Und so kam der Startschuß, und das Feld setzte sich
in Bewegung, wie eine Mauer, Profis allesamt. Die Neue richtete ihren Blick auf
das schon so nahe scheinende Ziel, lief darauf zu, mit aller Kraft, die ihr Körper
hergab. Wen sollte es wundern auf der steinigen, unebenen Strecke, das sie einen
oder zwei Steine übersah, vorwärtsstrauchelte, vergeblich bemüht, sich wieder
zu fangen, und schließlich der Länge nach hinschlug? Ihr Kontrahent dagegen
achtete peinlichst auf jeden Stein vor seinen Füßen, dabei hätte er fast mit
geschlossenen Augen laufen können, so genau kannte er sich aus. Obwohl er,
weiter vorwärtskommend, die Steine weniger gut kannte, half ihm sein scharfes
Auge und sein geübter Körper auch über Hindernisse, auf die er nicht
vorbereitet war, und zweifelsohne hätte er das Ziel glücklich erreicht, als
erster wahrscheinlich, aber mit Sicherheit früh genug, wenn er nicht - ja wenn
er nicht, ohne auf den Weg zu achten, in die falsche Richtung losgelaufen wäre,
und jetzt immer weiter sich vom Ziel entfernte. Und auch sein Schicksal schien
auf lange Sicht nicht besser als das seiner Herausforderin, denn wie der Zufall
es wollte, kam er versehentlich auf immer schlechteren Boden, und so kann es
nicht mehr lange dauern, bis auch er fällt.

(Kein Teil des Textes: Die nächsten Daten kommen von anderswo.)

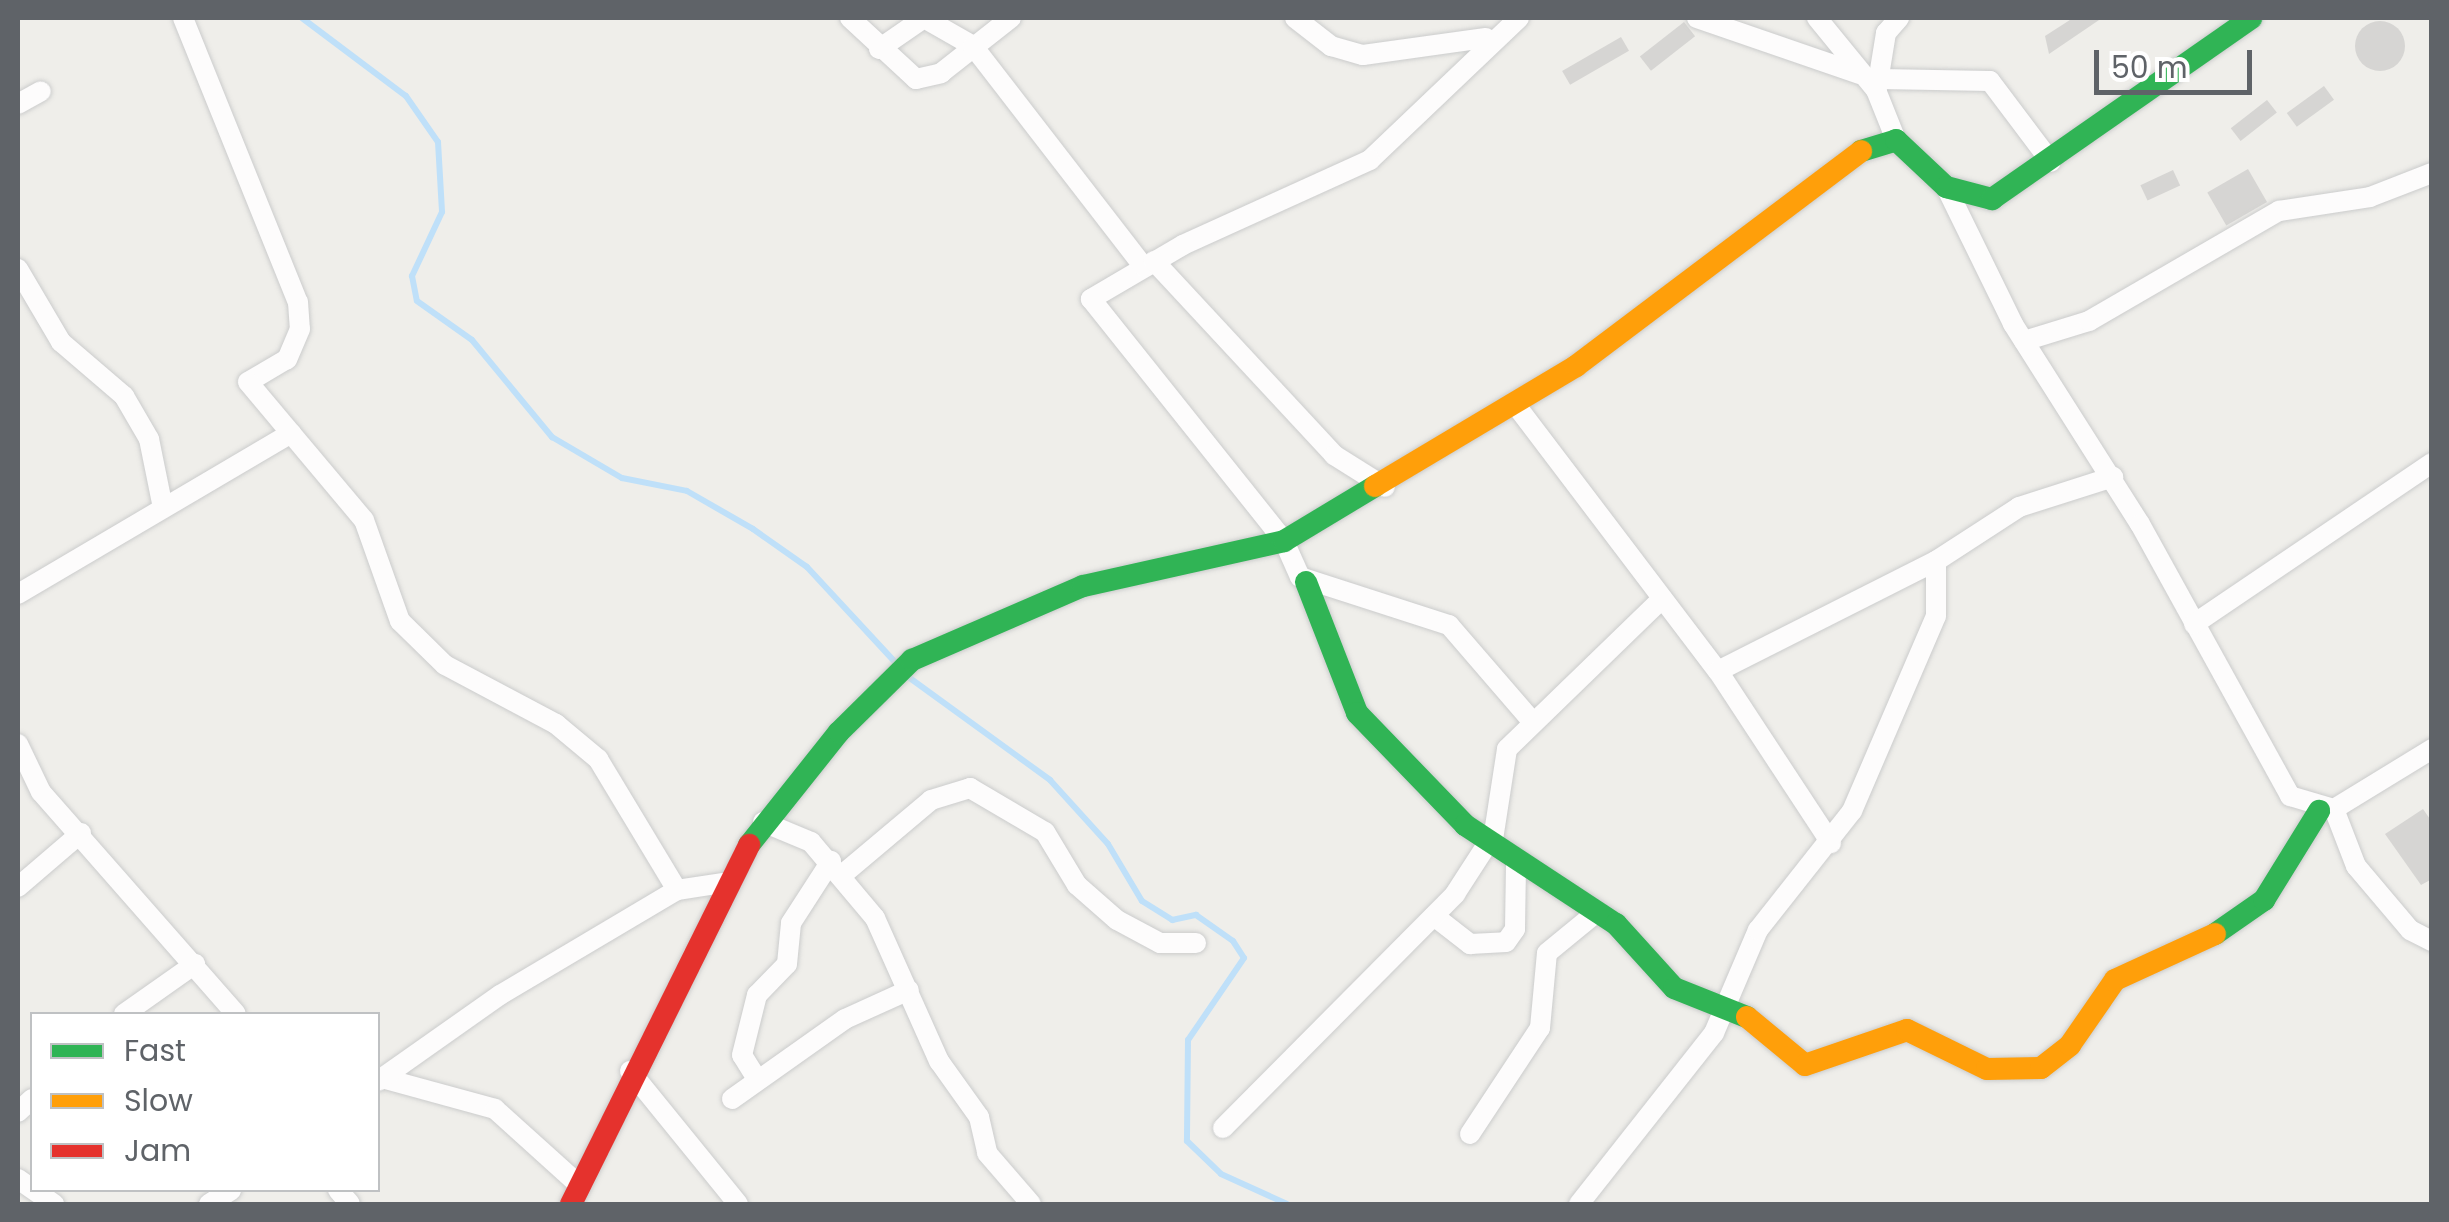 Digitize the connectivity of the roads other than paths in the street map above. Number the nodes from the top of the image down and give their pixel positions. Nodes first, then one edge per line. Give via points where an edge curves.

Ist es nicht seltsam, daß die beiden, die doch - zu
recht - als Profis gehandelt wurden, nicht auf die Idee kamen, sich gegenseitig
zu helfen? Das nicht der eine die andere geschickt um die Fallen herumführte, während
die andere die Richtung angab? Noch dazu, wo nicht der Gewann, der als erster
durchs Ziel ging, sondern der, der früh durchs Ziel kam, so oder so? Statt
dessen warfen sie sich Knüppel zwischen die Beine, verlachten und verurteilten
jeden Fehltritt des anderen, und versagten beide kläglich.
Bei uns ist das anders: Wenn wir auch schon viel Zeit vergeudet haben, einen großen Teil des Weges werden zurücklaufen müssen, so sind wir dennoch noch nicht verloren; aber wir haben es eilig, denn es sind andere im Rennen, deren Sieg unseren Untergang bedeuten würde.